*** Begin section ***

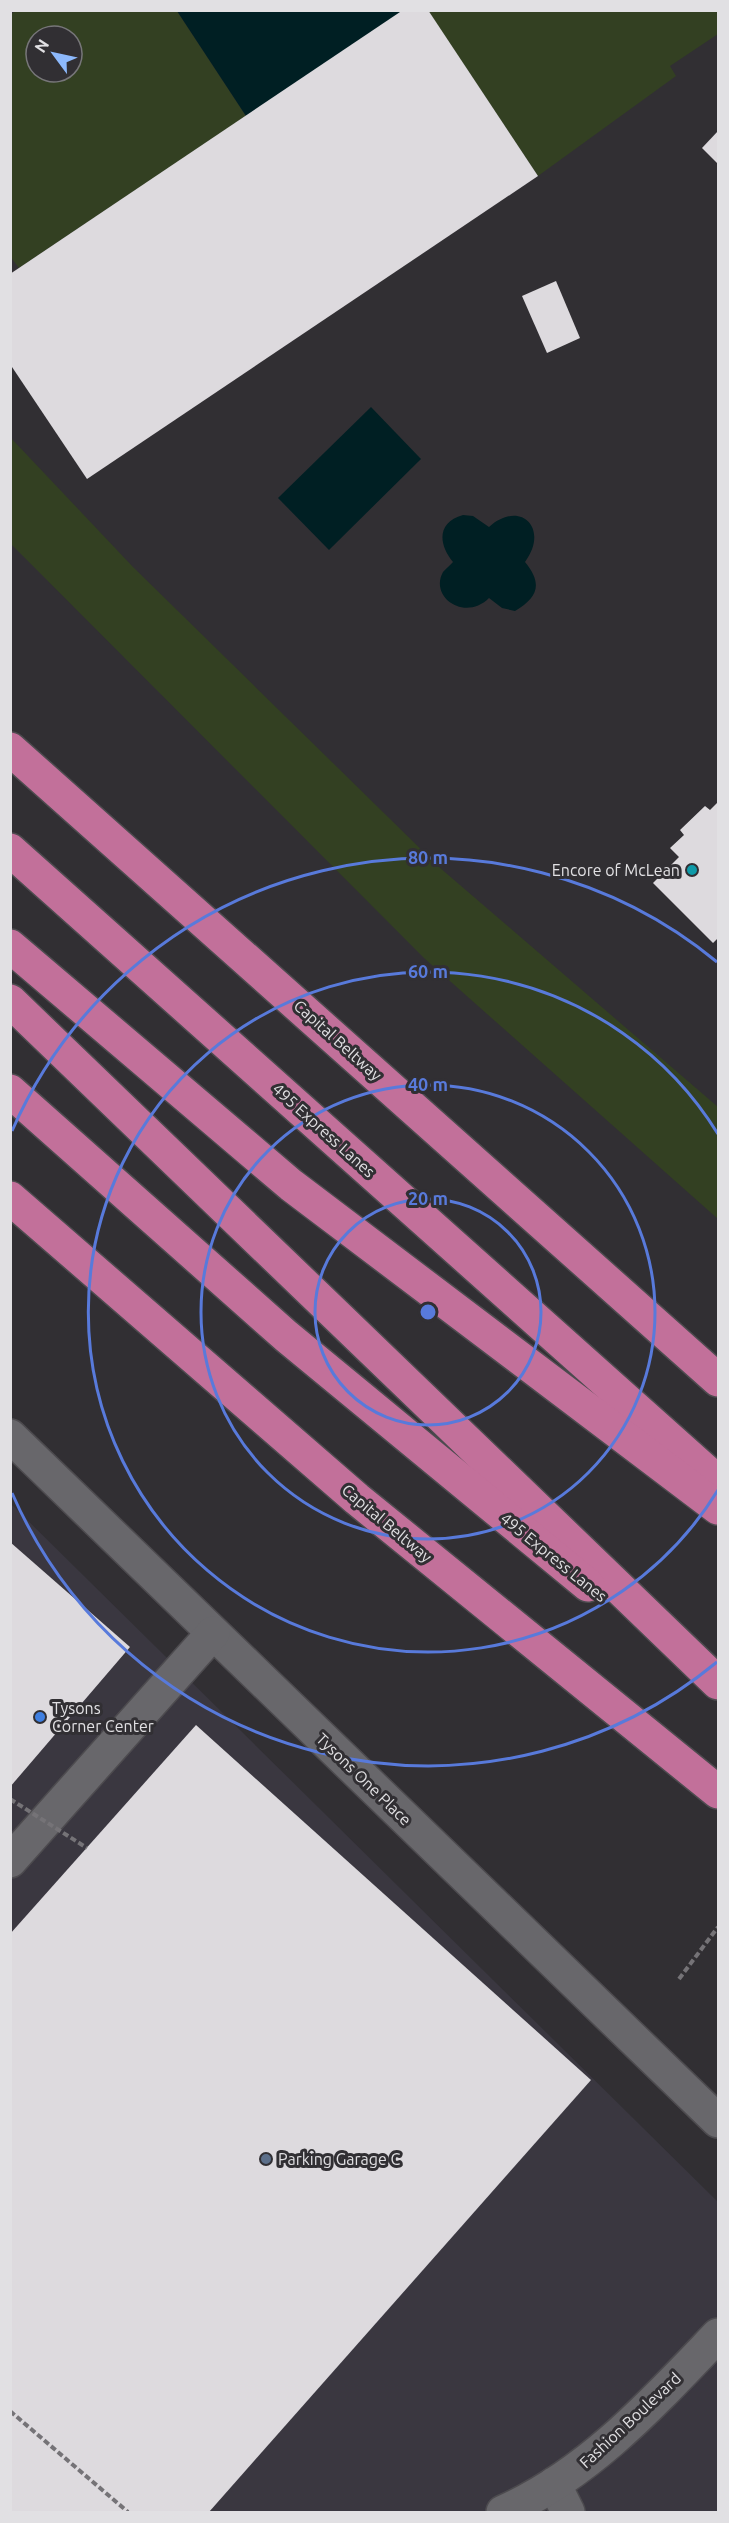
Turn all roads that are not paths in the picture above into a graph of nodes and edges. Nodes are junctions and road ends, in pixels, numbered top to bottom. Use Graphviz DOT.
graph roads {
  1 [pos="10,749"];
  2 [pos="10,850"];
  3 [pos="10,946"];
  4 [pos="10,1001"];
  5 [pos="10,1091"];
  6 [pos="10,1198"];
  7 [pos="10,1205"];
  8 [pos="48,1232"];
  9 [pos="718,1380"];
  10 [pos="10,1436"];
  11 [pos="718,1482"];
  12 [pos="718,1508"];
  13 [pos="213,1633"];
  14 [pos="718,1683"];
  15 [pos="718,1691"];
  16 [pos="718,1794"];
  17 [pos="10,1861"];
  18 [pos="718,2121"];
  19 [pos="718,2335"];
  20 [pos="561,2498"];
  21 [pos="503,2512"];
  1 -- 9 [label="highway, Capital Beltway"];
  2 -- 11 [label="highway, 495 Express Lanes"];
  3 -- 12 [label="highway"];
  4 -- 14 [label="highway"];
  5 -- 15 [label="highway, 495 Express Lanes"];
  6 -- 8 [label="highway, Capital Beltway"];
  7 -- 8 [label="highway"];
  8 -- 16 [label="highway, Capital Beltway"];
  10 -- 13 [label="street, Tysons One Place"];
  13 -- 17 [label="street"];
  13 -- 18 [label="street, Tysons One Place"];
  19 -- 20 [label="street, Fashion Boulevard"];
  20 -- 21 [label="street, Fashion Boulevard"];
}
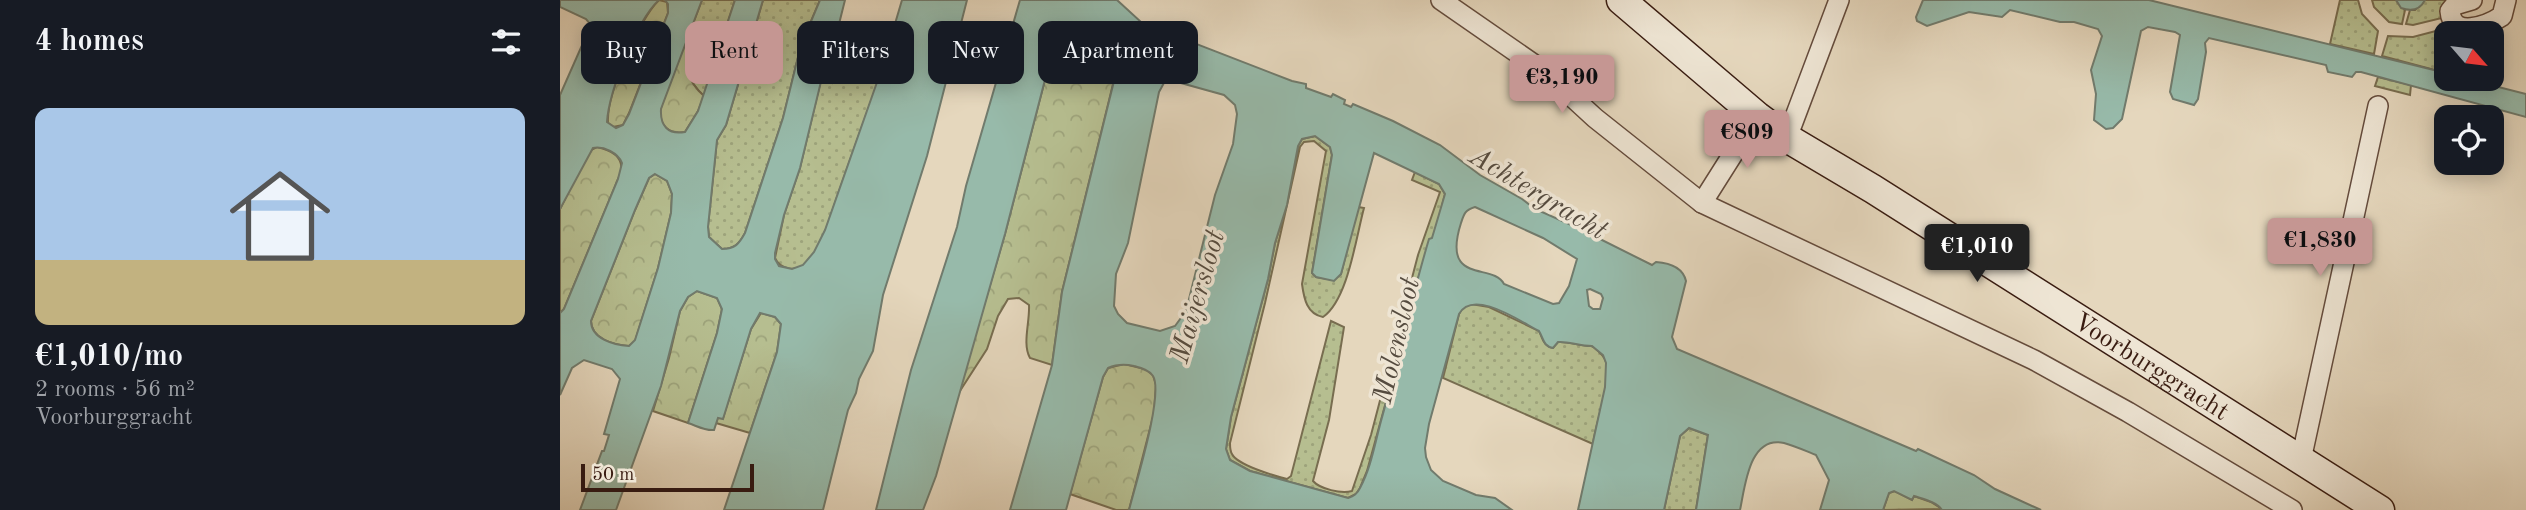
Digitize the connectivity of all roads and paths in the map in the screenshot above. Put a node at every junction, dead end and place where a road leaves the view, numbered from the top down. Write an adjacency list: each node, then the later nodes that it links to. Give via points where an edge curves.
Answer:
1 (1441, 0): 9 (street, via 1545,72)
2 (1621, 0): 7 (street, Voorburggracht)
3 (1839, 0): 8 (street)
4 (2472, 0): 5 (street, via 2450,11 2456,25 2488,25 2502,16)
5 (2506, 0)
6 (2378, 106): 10 (street)
7 (1757, 116): 8 (street, Voorburggracht); 9 (street)
8 (1787, 138): 10 (street, Voorburggracht)
9 (1702, 203): 11 (street, via 2034,360)
10 (2301, 460): 12 (street, Voorburggracht)
11 (2291, 510)
12 (2380, 510)

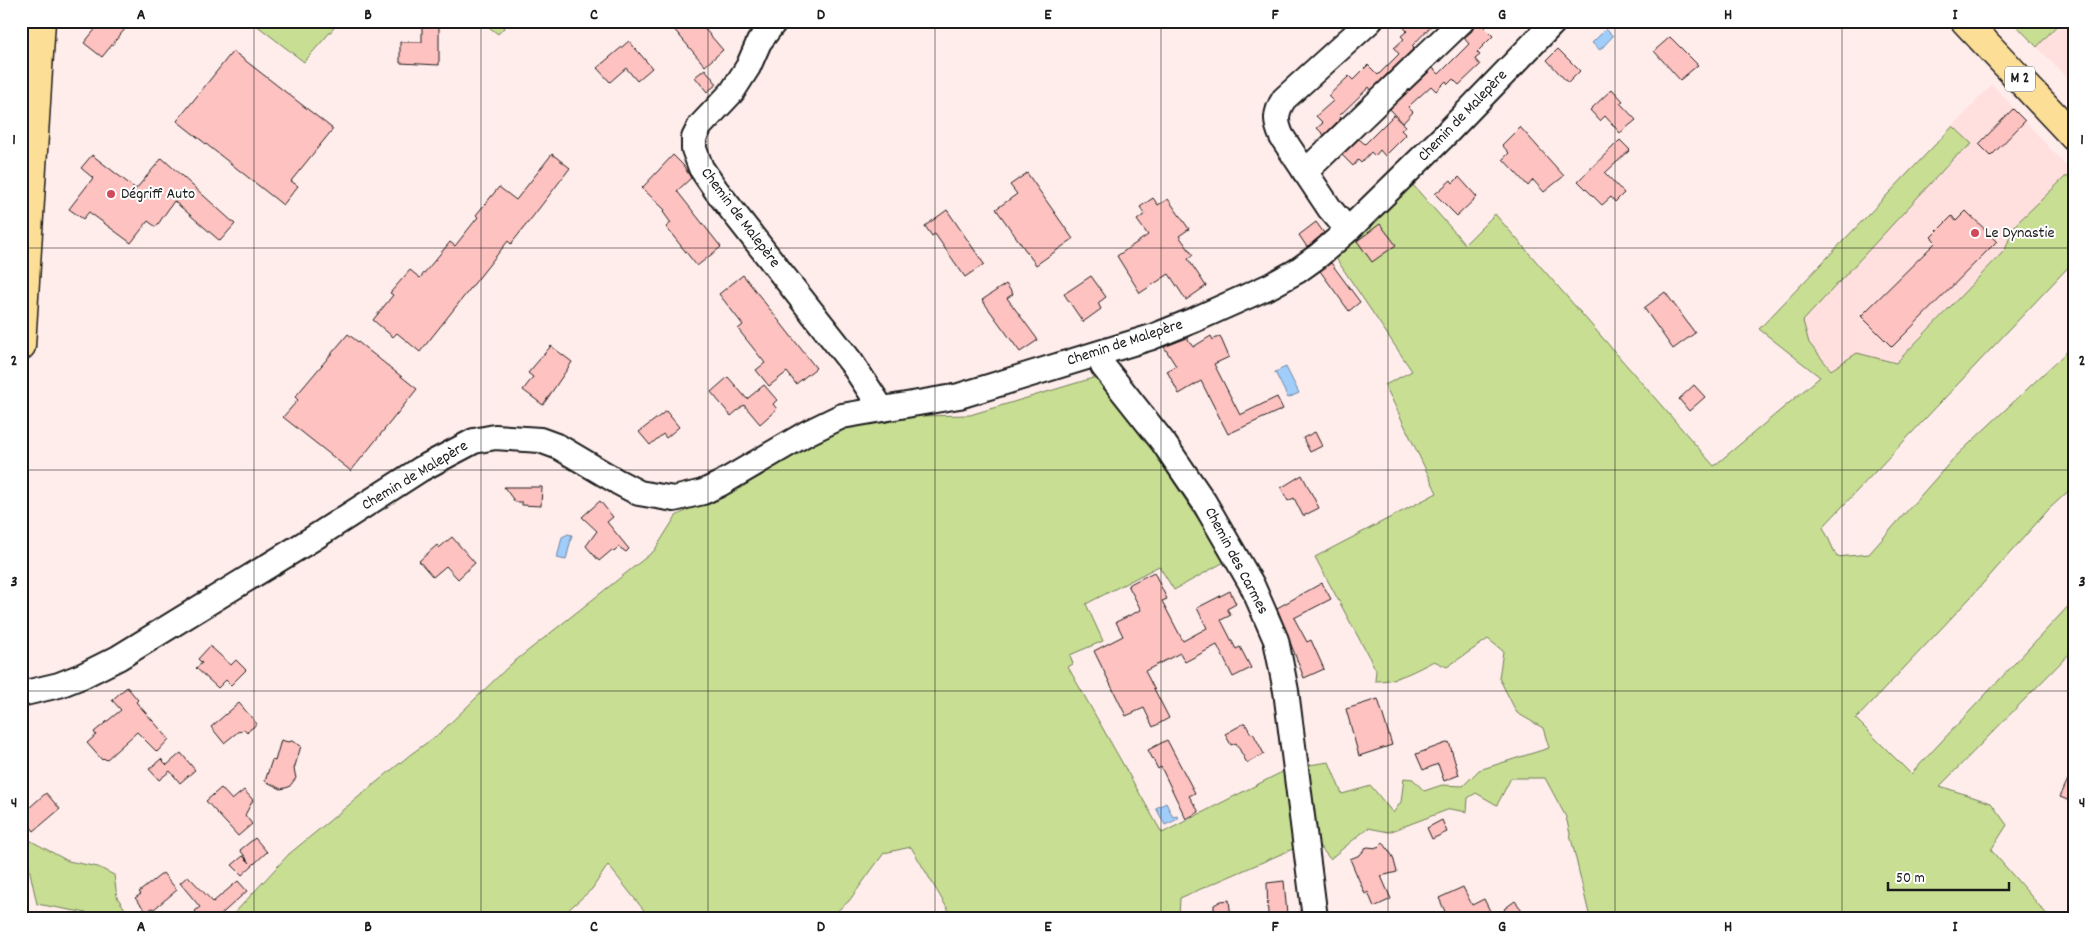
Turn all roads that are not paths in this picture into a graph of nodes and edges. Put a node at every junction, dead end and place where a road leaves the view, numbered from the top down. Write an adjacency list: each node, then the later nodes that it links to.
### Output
1 (41, 21): 10 (main road)
2 (775, 21): 12 (street, Chemin de Malepère)
3 (1370, 21): 8 (street)
4 (1462, 21): 8 (street)
5 (1555, 21): 9 (street, Chemin de Malepère)
6 (1965, 21): 7 (main road, M 2)
7 (2075, 138)
8 (1306, 172): 9 (street)
9 (1348, 230): 11 (street, Chemin de Malepère)
10 (21, 346)
11 (1098, 354): 12 (street, Chemin de Malepère); 14 (street, Chemin des Carmes)
12 (882, 409): 13 (street, Chemin de Malepère)
13 (21, 694)
14 (1315, 918)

*** End section ***

* **WHAT IS NEEDED**:
Copy each of the entries above precisely, and drop whatever pictures they hold.

* **WRITTEN ANSWER**:
Turn all roads that are not paths in the picture above into a graph of nodes and edges. Nodes are junctions and road ends, in pixels, numbered top to bottom. Use Graphviz DOT.
graph roads {
  1 [pos="10,749"];
  2 [pos="10,850"];
  3 [pos="10,946"];
  4 [pos="10,1001"];
  5 [pos="10,1091"];
  6 [pos="10,1198"];
  7 [pos="10,1205"];
  8 [pos="48,1232"];
  9 [pos="718,1380"];
  10 [pos="10,1436"];
  11 [pos="718,1482"];
  12 [pos="718,1508"];
  13 [pos="213,1633"];
  14 [pos="718,1683"];
  15 [pos="718,1691"];
  16 [pos="718,1794"];
  17 [pos="10,1861"];
  18 [pos="718,2121"];
  19 [pos="718,2335"];
  20 [pos="561,2498"];
  21 [pos="503,2512"];
  1 -- 9 [label="highway, Capital Beltway"];
  2 -- 11 [label="highway, 495 Express Lanes"];
  3 -- 12 [label="highway"];
  4 -- 14 [label="highway"];
  5 -- 15 [label="highway, 495 Express Lanes"];
  6 -- 8 [label="highway, Capital Beltway"];
  7 -- 8 [label="highway"];
  8 -- 16 [label="highway, Capital Beltway"];
  10 -- 13 [label="street, Tysons One Place"];
  13 -- 17 [label="street"];
  13 -- 18 [label="street, Tysons One Place"];
  19 -- 20 [label="street, Fashion Boulevard"];
  20 -- 21 [label="street, Fashion Boulevard"];
}
Digitize the connectivity of all roads and paths in the map in the screenshot above. Put a node at every junction, dead end and place where a road leaves the view, numbered from the top down. Write an adjacency list: each node, then the later nodes that it links to. Give via points where an edge curves.
Answer:
1 (1441, 0): 9 (street, via 1545,72)
2 (1621, 0): 7 (street, Voorburggracht)
3 (1839, 0): 8 (street)
4 (2472, 0): 5 (street, via 2450,11 2456,25 2488,25 2502,16)
5 (2506, 0)
6 (2378, 106): 10 (street)
7 (1757, 116): 8 (street, Voorburggracht); 9 (street)
8 (1787, 138): 10 (street, Voorburggracht)
9 (1702, 203): 11 (street, via 2034,360)
10 (2301, 460): 12 (street, Voorburggracht)
11 (2291, 510)
12 (2380, 510)

Turn all roads that are not paths in this picture into a graph of nodes and edges. Put a node at every junction, dead end and place where a road leaves the view, numbered from the top down. Write an adjacency list: each node, then the later nodes that it links to.
### Output
1 (41, 21): 10 (main road)
2 (775, 21): 12 (street, Chemin de Malepère)
3 (1370, 21): 8 (street)
4 (1462, 21): 8 (street)
5 (1555, 21): 9 (street, Chemin de Malepère)
6 (1965, 21): 7 (main road, M 2)
7 (2075, 138)
8 (1306, 172): 9 (street)
9 (1348, 230): 11 (street, Chemin de Malepère)
10 (21, 346)
11 (1098, 354): 12 (street, Chemin de Malepère); 14 (street, Chemin des Carmes)
12 (882, 409): 13 (street, Chemin de Malepère)
13 (21, 694)
14 (1315, 918)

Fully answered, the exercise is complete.